Forum Discussion
VR in general is a crap shoot across all racing titles from my experience. Quite the rabbit hole! It takes a lot of messing around to get things "acceptable" which is quite subjective. But I can't go back now!
I have it looking surprisingly good on my modest system. (specs below) I get a steady 70-72 fps with occasional stutter on race starts with low graphic settings on a Quest 2. As good if not a bit better than AMS2 but way better than ACC!
I use 72hz at 1.5x resolution in Oculus Link resulting in 5408x2736 and 100% in Steam VR. But... I will randomly get different resolutions in Steam VR after quitting and restarting which throws everything off in game! It straightens out after restarting Steam VR.
All that being said... it is a major PITA to have to spend so much time troubleshooting just to spend a few hours a week driving! I think most of these developers are flying by the seat of their pants with VR.
T
i7 10700
RTX 3060ti
32g Ram
Graphically and if you don't move your head up and down, I agree I can make it look good (for comparison I have a 5600x and a 3080ti) and generally stable with no stutter, it's the motion, when you move your head, the entire cockpit briefly moves with you, in particular up and down movements, general performance is, I'd agree, graphical pound for pound better than ACC , I'd personally disagree with the AMS2 comparison but graphical fidelity isn't in complaint here.
In ANY other racing VR sim/game (AMS2, ACC, AC, iRacing) the cockpit stays still on any head movement, totally stable, totally still, when I drive a real car, the car doesn't move when I move my head, it stays still, in F1 the car moves briefly when you move your head, that's my primary complaint. I moved from a 3060ti which needed the graphics setting pretty low and I was unwilling to accept that and kept trying to set things higher and unlike other VR racers (which work ok with the various VR warp things) you pay dearly if you try and push beyond your equipment.

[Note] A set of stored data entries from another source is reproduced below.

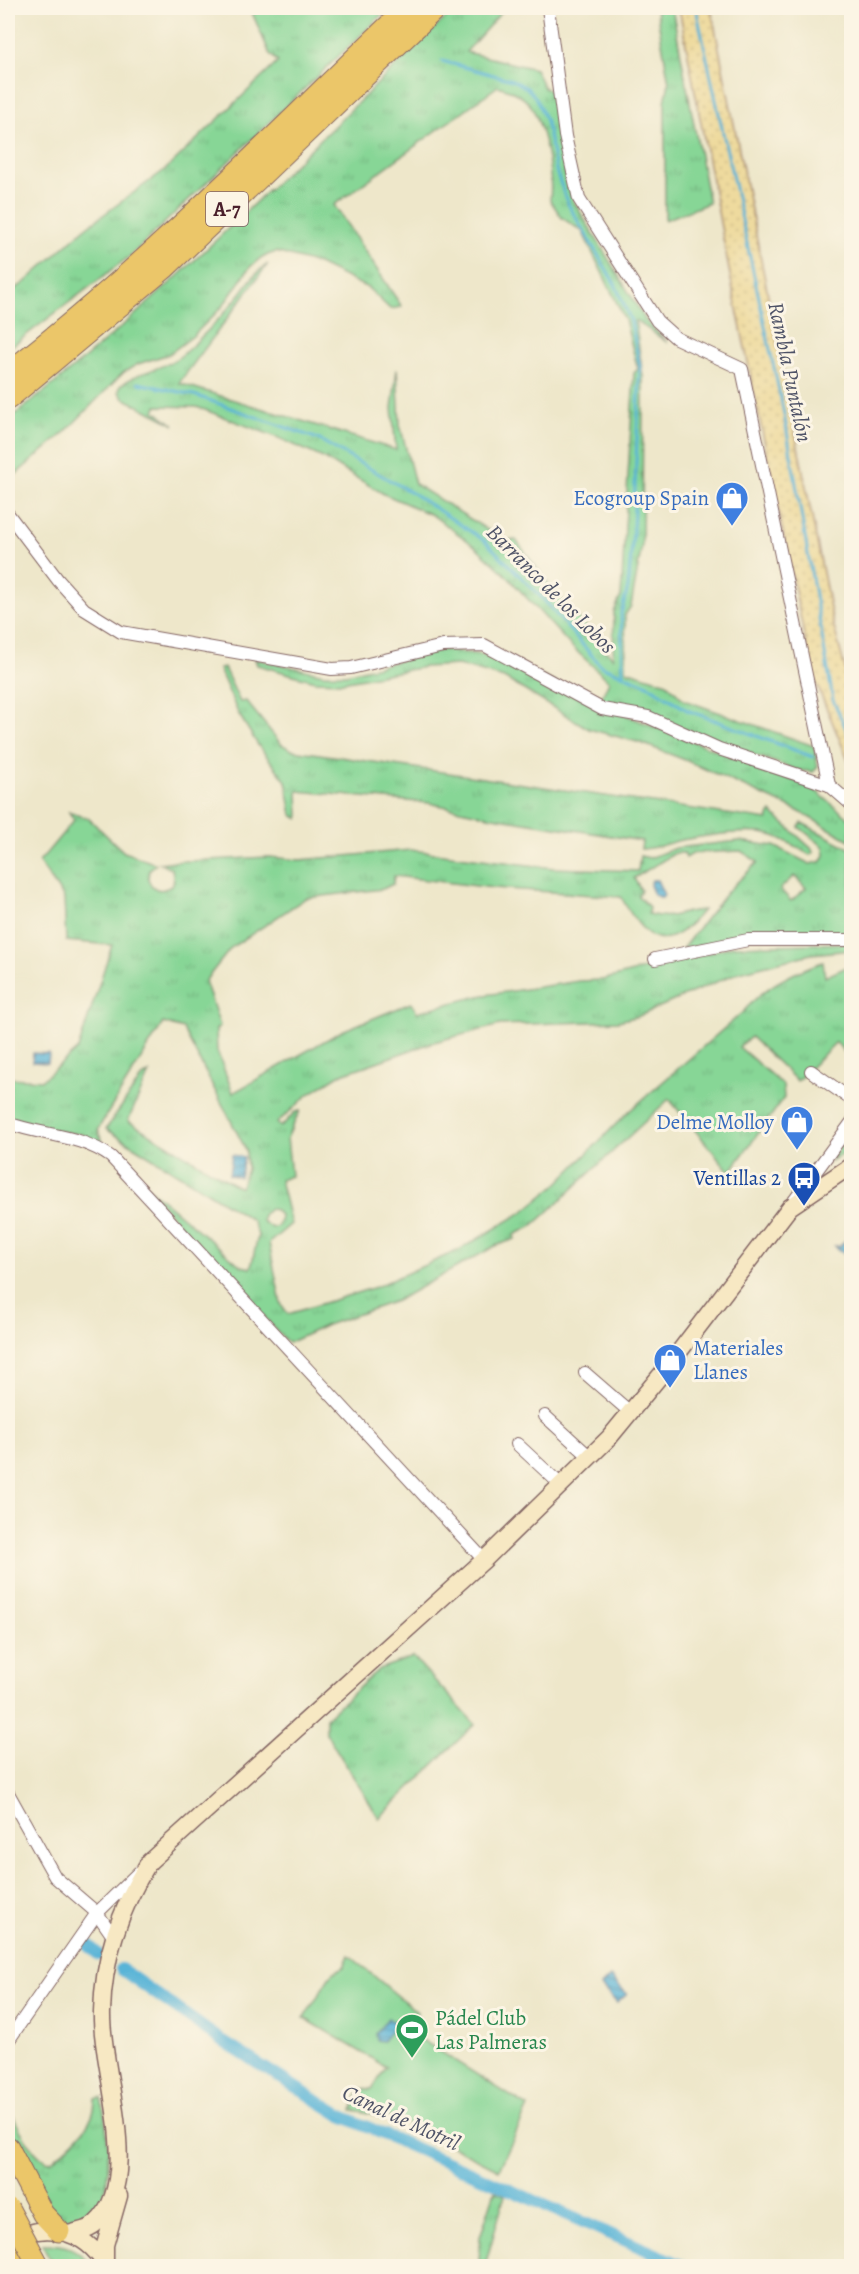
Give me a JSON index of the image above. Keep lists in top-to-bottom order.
{
  "streets": {
    "highway": ["A-7"]
  },
  "water": ["Rambla Puntalón", "Barranco de los Lobos", "Canal de Motril"],
  "places": {
    "shop": ["Ecogroup Spain", "Delme Molloy", "Materiales Llanes"],
    "bus stop": ["Ventillas 2"],
    "sports": ["Pádel Club Las Palmeras"]
  }
}
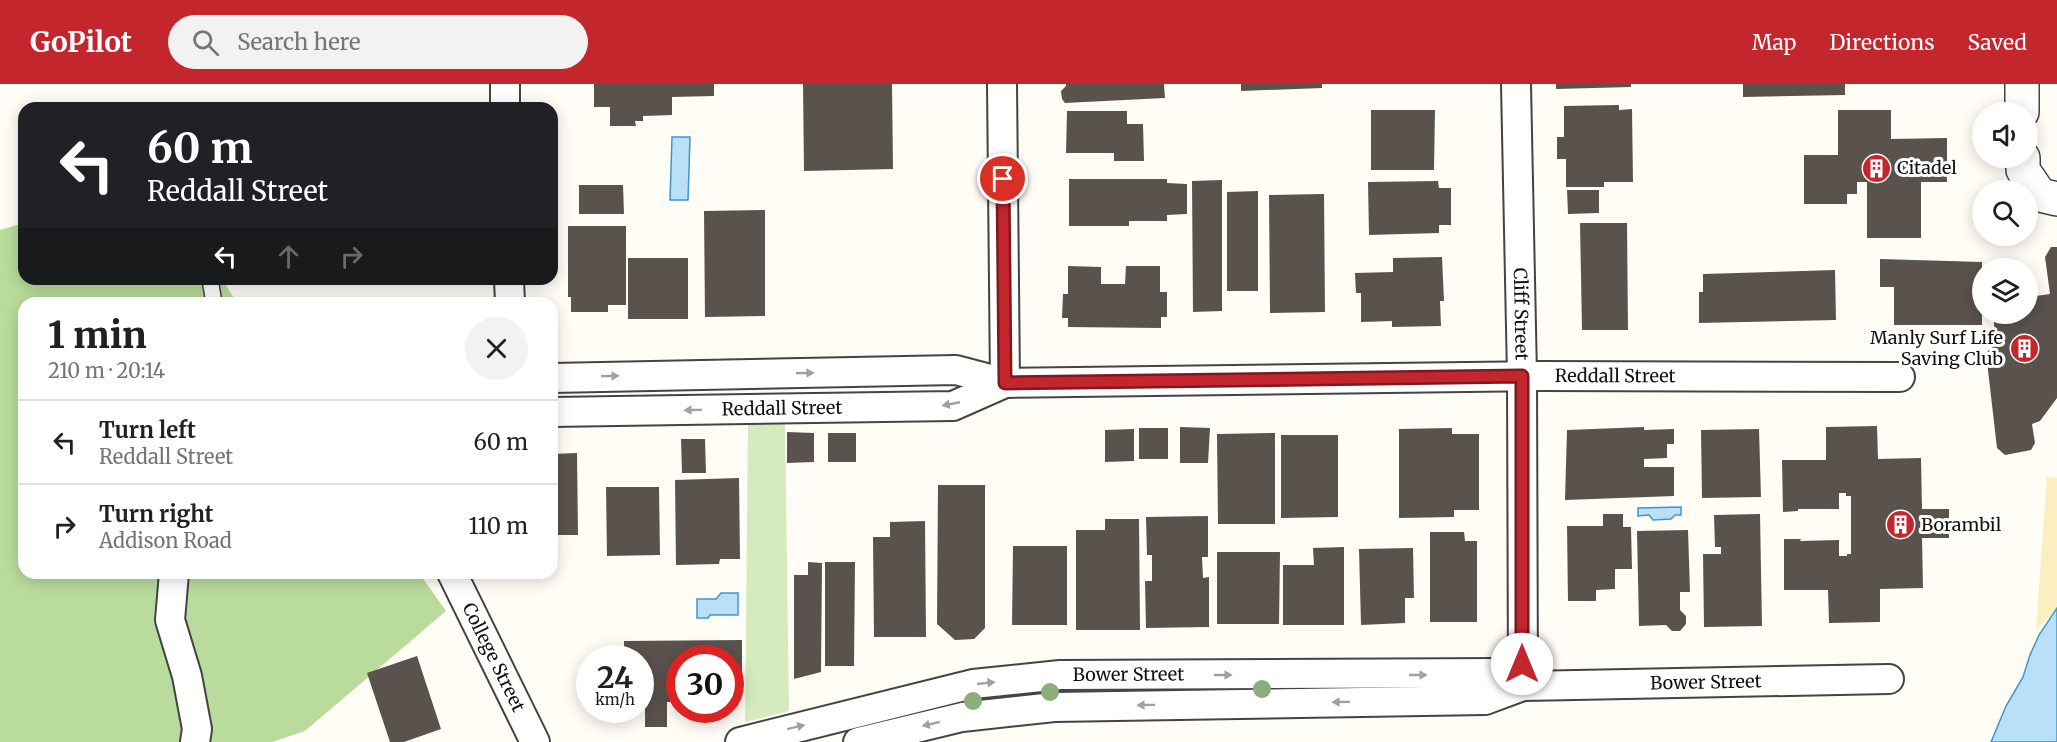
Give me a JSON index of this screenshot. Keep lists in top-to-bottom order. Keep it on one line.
{"streets":{"street":["Cliff Street","Reddall Street","College Street","Bower Street"]},"crossings":[["Cliff Street","Reddall Street"],["Cliff Street","Bower Street"]],"places":{"building":["Citadel","Manly Surf Life Saving Club","Borambil"]},"page":{"header":"GoPilot","search":"Search here","nav":["Map","Directions","Saved"],"turn":["60 m","Reddall Street"],"heading":["1 min","210 m · 20:14"],"list":[{"name":"Turn left","note":"Reddall Street","value":"60 m"},{"name":"Turn right","note":"Addison Road","value":"110 m"}],"speed":"24 km/h","limit":"30"}}
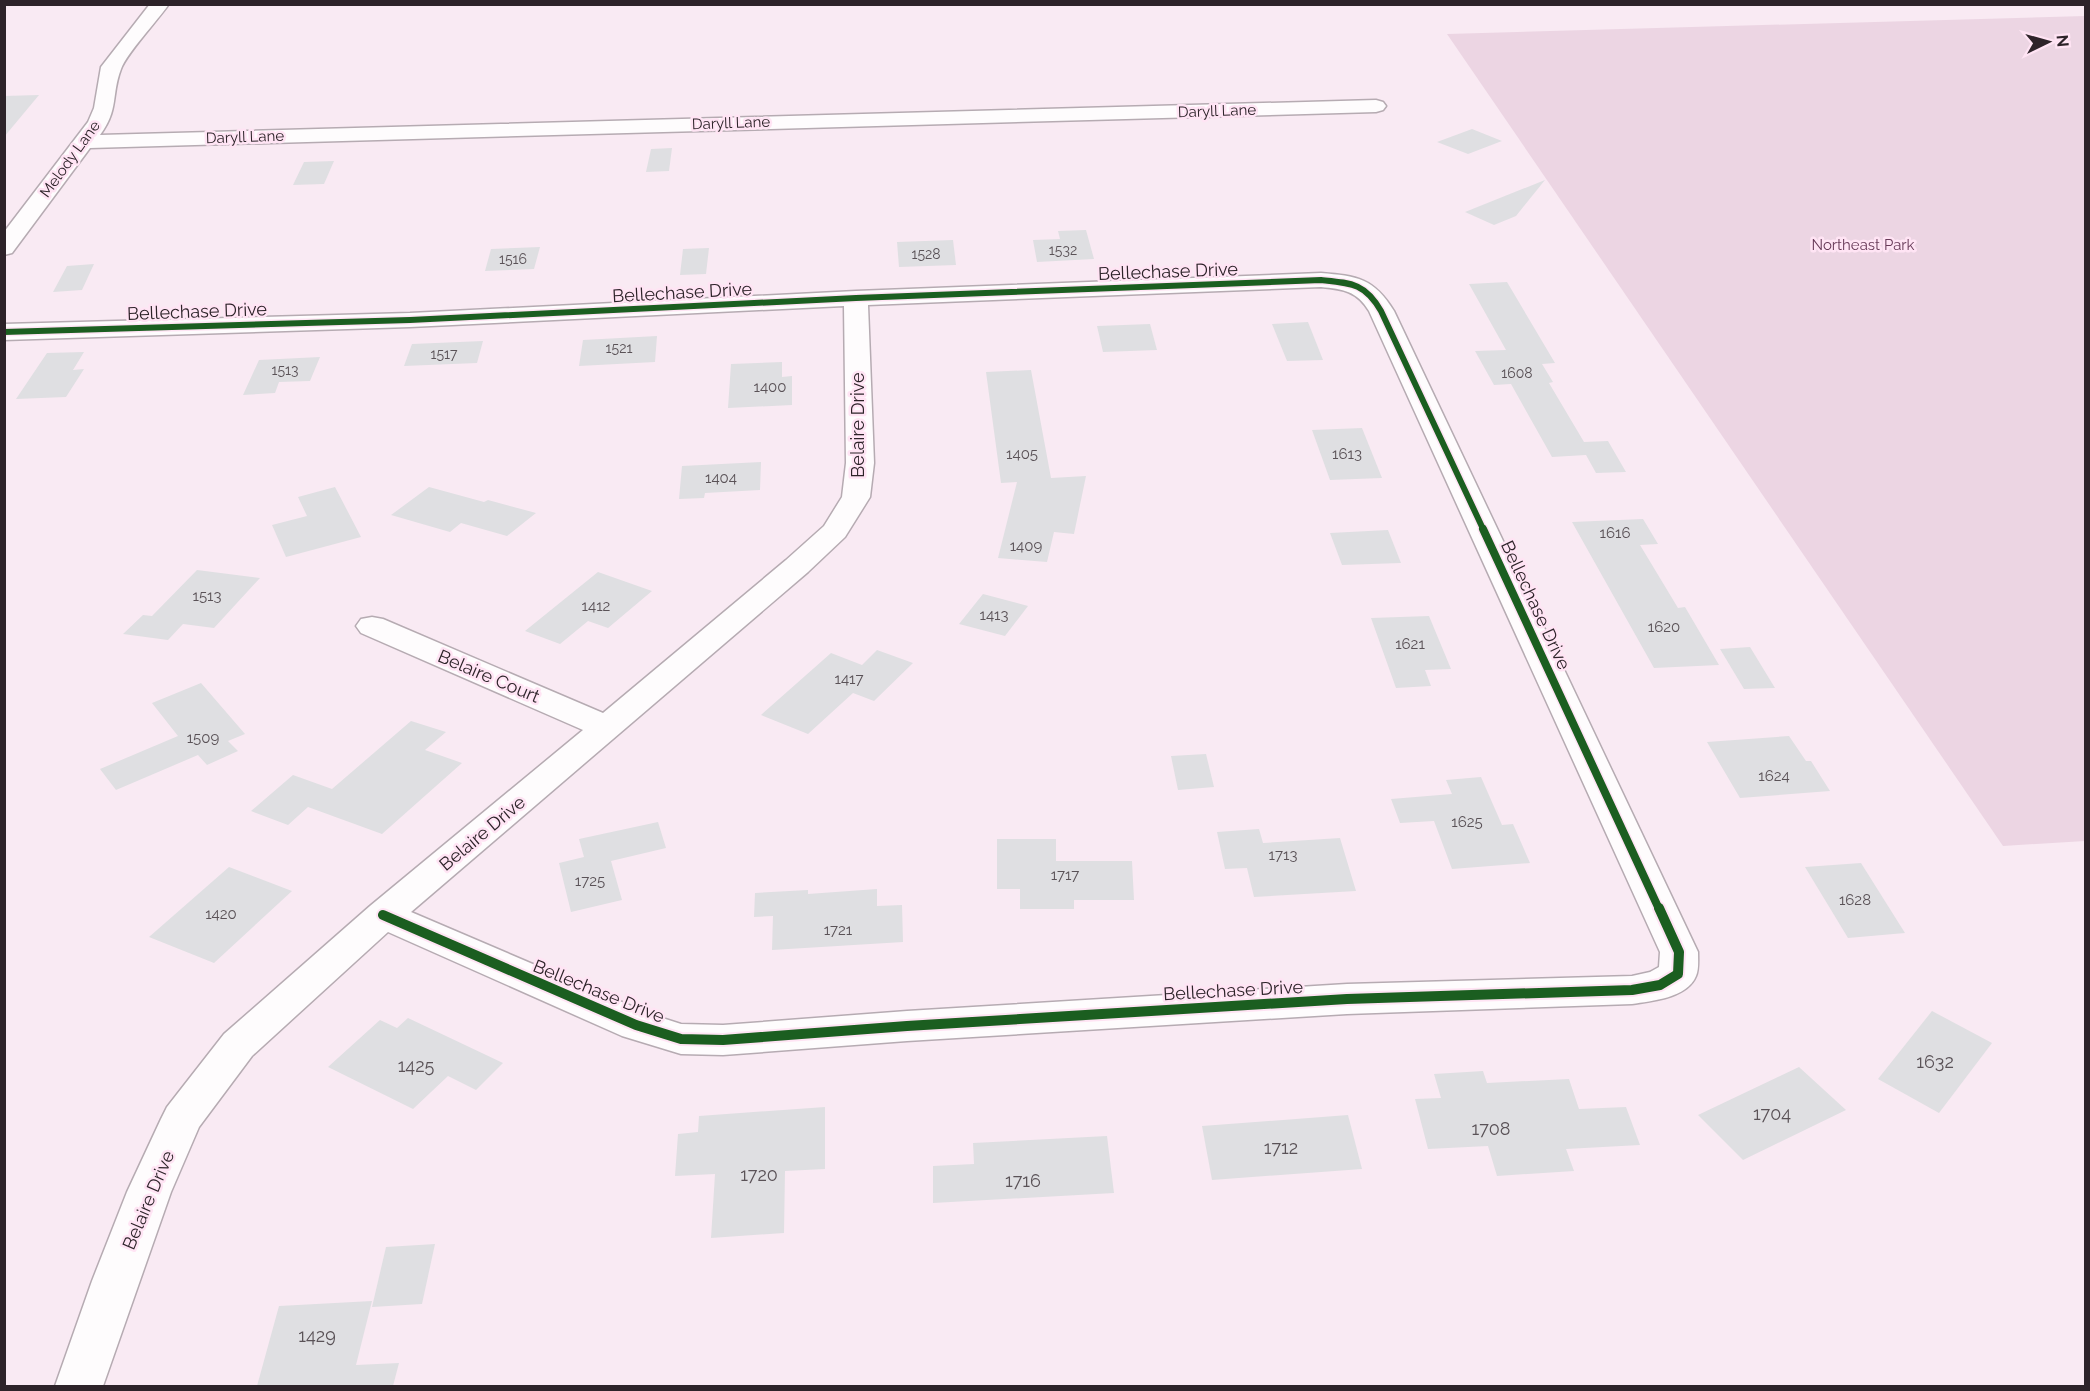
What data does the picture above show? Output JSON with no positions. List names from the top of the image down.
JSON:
{
  "streets": {
    "street": [
      "Daryll Lane",
      "Melody Lane",
      "Bellechase Drive",
      "Belaire Drive",
      "Belaire Court"
    ]
  },
  "crossings": [
    ["Daryll Lane", "Melody Lane"],
    ["Bellechase Drive", "Belaire Drive"],
    ["Belaire Drive", "Belaire Court"]
  ],
  "parks": ["Northeast Park"],
  "house_numbers": [
    "1532",
    "1528",
    "1516",
    "1521",
    "1517",
    "1513",
    "1608",
    "1400",
    "1405",
    "1613",
    "1404",
    "1616",
    "1409",
    "1513",
    "1412",
    "1413",
    "1620",
    "1621",
    "1417",
    "1509",
    "1624",
    "1625",
    "1713",
    "1717",
    "1725",
    "1628",
    "1420",
    "1721",
    "1632",
    "1425",
    "1704",
    "1708",
    "1712",
    "1720",
    "1716",
    "1429"
  ],
  "north": "right"
}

There's been loads of people with various solutions and comments that it's ok now that I've done that (not dismissing your comments) but the developers need to understand that all of us have tweaked to the nth degree and are 'ok' with the results, but it's not right, no matter the hardware, no matter the tweaks, the VR implementation needs some smoothing. Just a little tweak here and there along with people accepting their hardware limits and we'd probably all be much happier! 🙂
- 3 years ago
I agree! We shouldn't have to spend so much time and energy trying to get something acceptable.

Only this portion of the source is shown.